- 3 ounces cream cheese, softened
- 1/4 cup mayonnaise
- 1/2 teaspoon salt
- 1/8 teaspoon pepper
- 1/4 cup finely chopped green or sweet red pepper
- 1/4 cup finely chopped celery
- 1/4 cup sweet pickle relish
- 2 tablespoons minced fresh parsley
- 8 hard-cooked eggs, chopped
- In a bowl, mix cream cheese, mayonnaise, salt and pepper until smooth. Stir in green pepper, celery, relish and parsley. Fold in eggs. Refrigerate, covered, until serving. Yield: 3 cups.
Reviews for Creamy Egg Salad
"My husband didn't like (and wouldn't eat) egg salad but he Really likes this! It was easy to prepare and quit tasty. I did add one finely chopped green onion for some extra zip, but otherwise - no changes. Due to his dietary restrictions, it is hard to find recipes that will fit into his eating plan. This is just the ticket. Thanks for a wonderful recipe!"

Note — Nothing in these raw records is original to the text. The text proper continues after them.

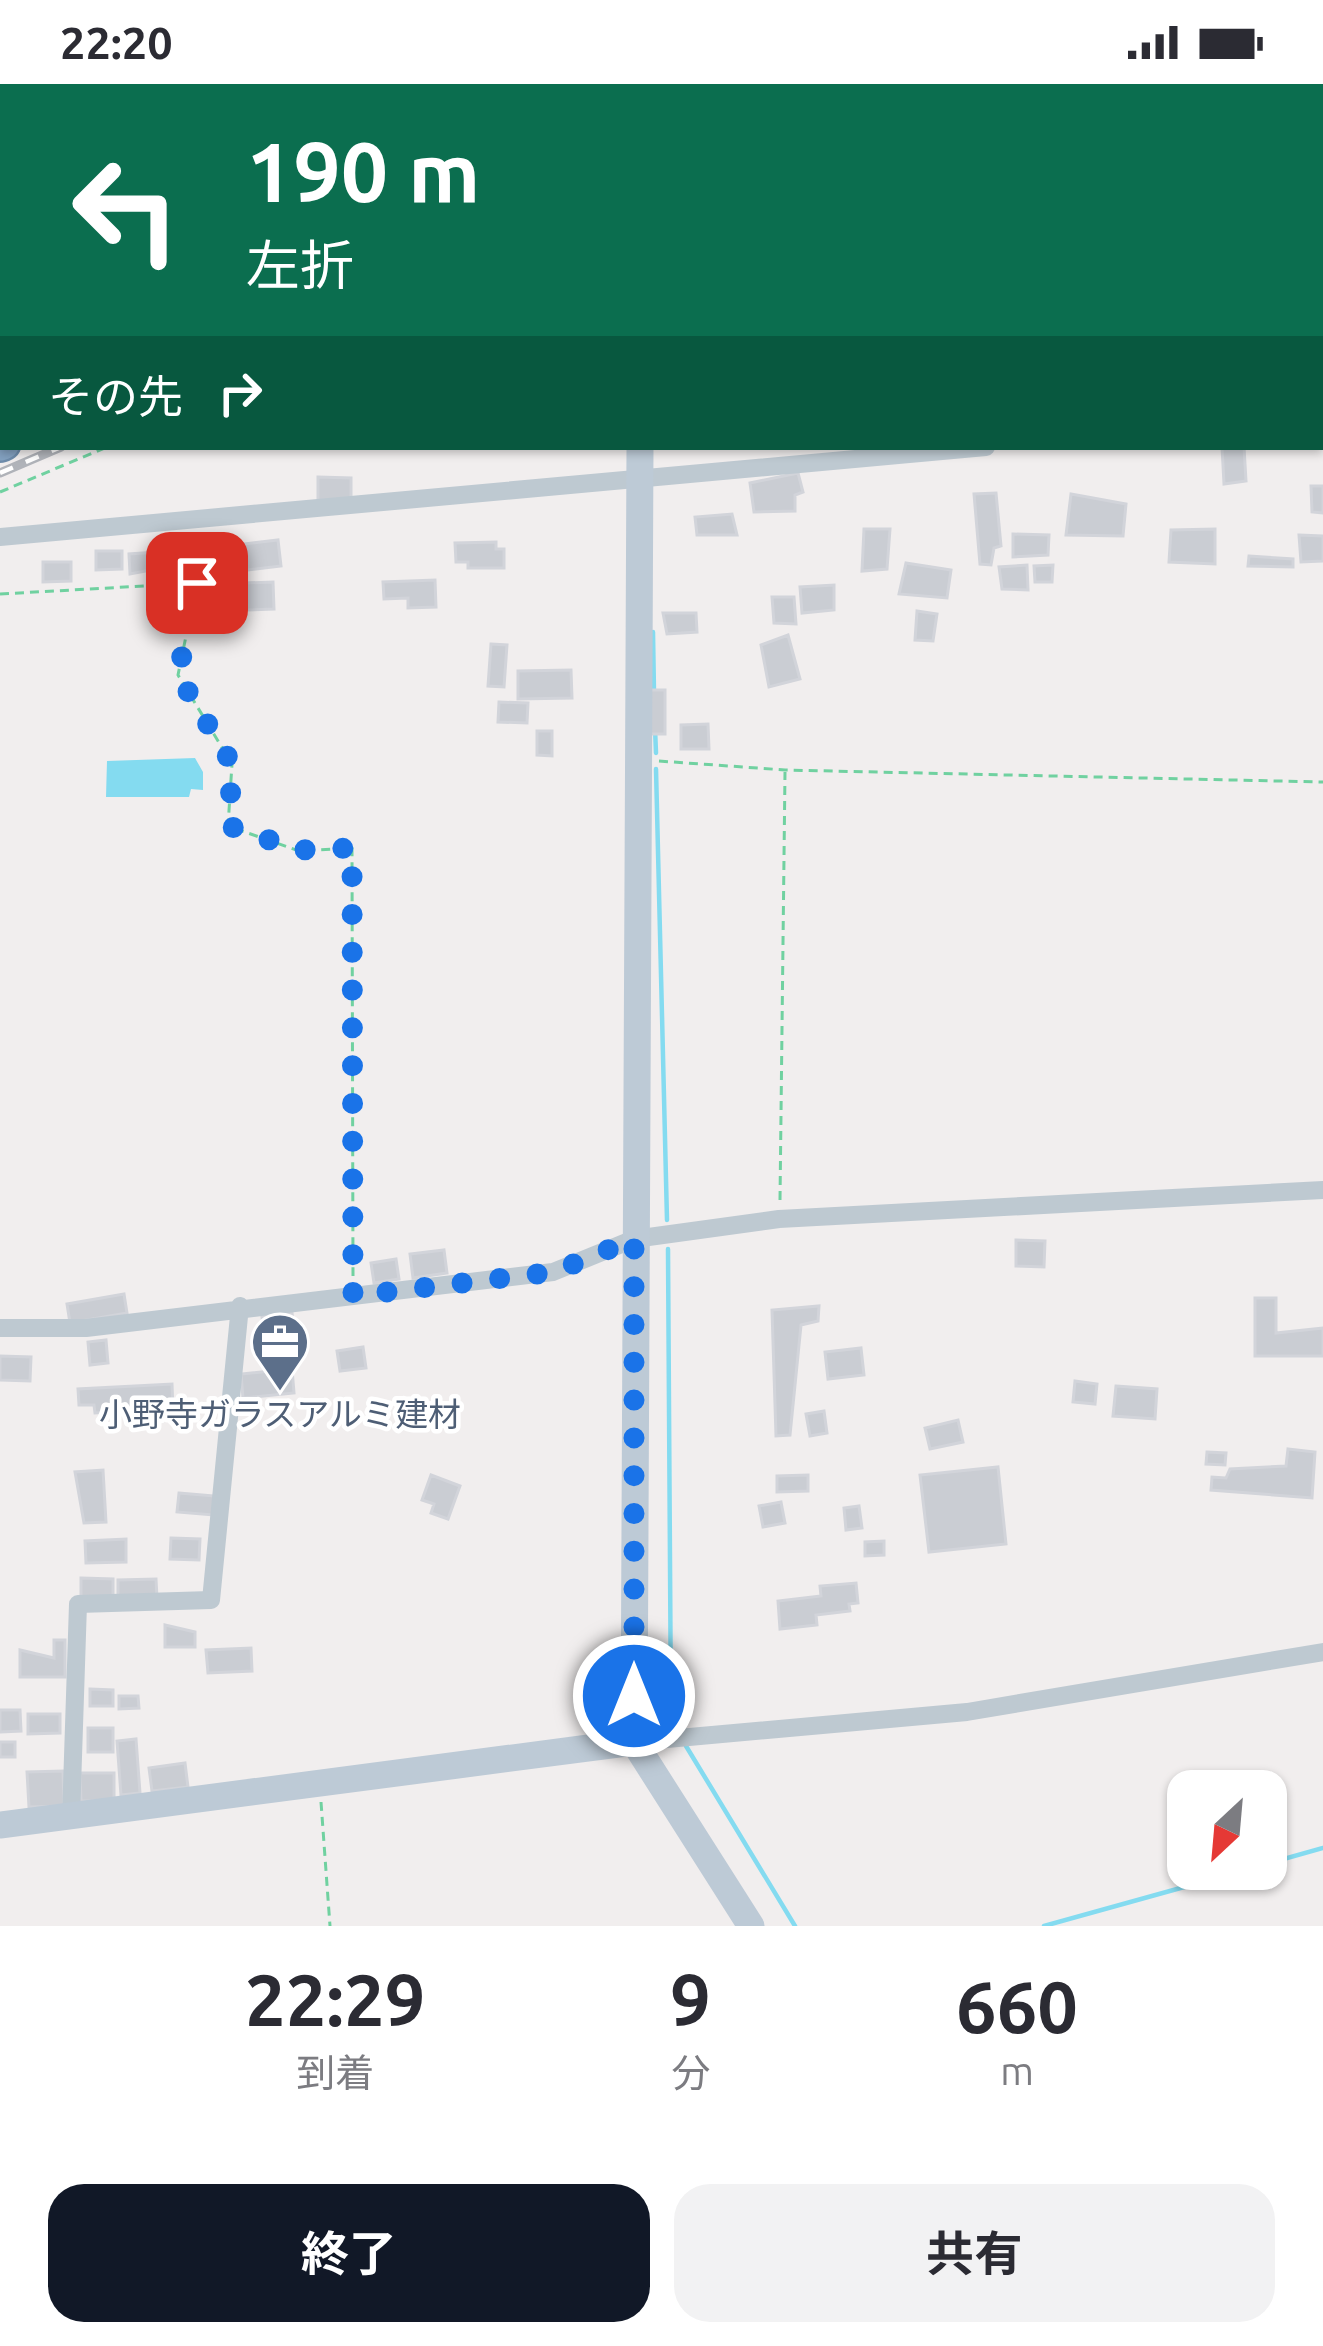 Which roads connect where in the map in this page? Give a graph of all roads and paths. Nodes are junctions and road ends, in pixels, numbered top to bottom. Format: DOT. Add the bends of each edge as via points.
graph roads {
  1 [pos="100,450"];
  2 [pos="640,450"];
  3 [pos="954,450"];
  4 [pos="639,480"];
  5 [pos="0,492"];
  6 [pos="0,538"];
  7 [pos="0,594"];
  8 [pos="639,760"];
  9 [pos="785,770"];
  10 [pos="1323,782"];
  11 [pos="1323,1190"];
  12 [pos="779,1220"];
  13 [pos="634,1239"];
  14 [pos="353,1296"];
  15 [pos="240,1306"];
  16 [pos="0,1328"];
  17 [pos="1323,1652"];
  18 [pos="634,1742"];
  19 [pos="320,1784"];
  20 [pos="71,1818"];
  21 [pos="0,1825"];
  22 [pos="330,1926"];
  23 [pos="751,1926"];
  1 -- 5 [label="path"];
  2 -- 4 [label="street"];
  3 -- 4 [label="street"];
  4 -- 6 [label="street"];
  4 -- 8 [label="street"];
  7 -- 14 [label="path" via="197,583 178,675 232,764 229,826 299,850 352,848"];
  8 -- 9 [label="path"];
  8 -- 13 [label="street"];
  9 -- 10 [label="path"];
  9 -- 12 [label="path"];
  11 -- 12 [label="street"];
  12 -- 13 [label="street"];
  13 -- 14 [label="street" via="554,1272"];
  13 -- 18 [label="street"];
  14 -- 15 [label="street"];
  15 -- 16 [label="street" via="86,1328"];
  15 -- 20 [label="street" via="211,1600 78,1604"];
  17 -- 18 [label="street" via="967,1712"];
  18 -- 19 [label="street"];
  18 -- 23 [label="street"];
  19 -- 20 [label="street"];
  19 -- 22 [label="path"];
  20 -- 21 [label="street"];
}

"This recipe takes egg salad up a notch, although I had to make a couple substitutions and one addition, so this review may not be fair. I do not like sweet pickle relish, so in went my usual dill relish. Even though I did not have cream cheese on hand, its addition to egg salad intrigued me. I did have Top the Tater chive and onion sour cream and added that to mayo instead-plus a touch of mustard. I have never done that with egg salad before. I then added the celery, sweet pepper, and some additional onion. Oh, my goodness, nummy!"
"Really good! I took it up a notch with chopped bacon. Very creamy and wonderful!"
"Pretty good. Prepared as written, it lacked the flavor that I usually like in egg salad. We doctored it up with some added celery salt, toasted onion powder and a bit of mustard."
"This egg salad is delicious. I did leave out the celery. I will make this again and again. Thank for for this recipe."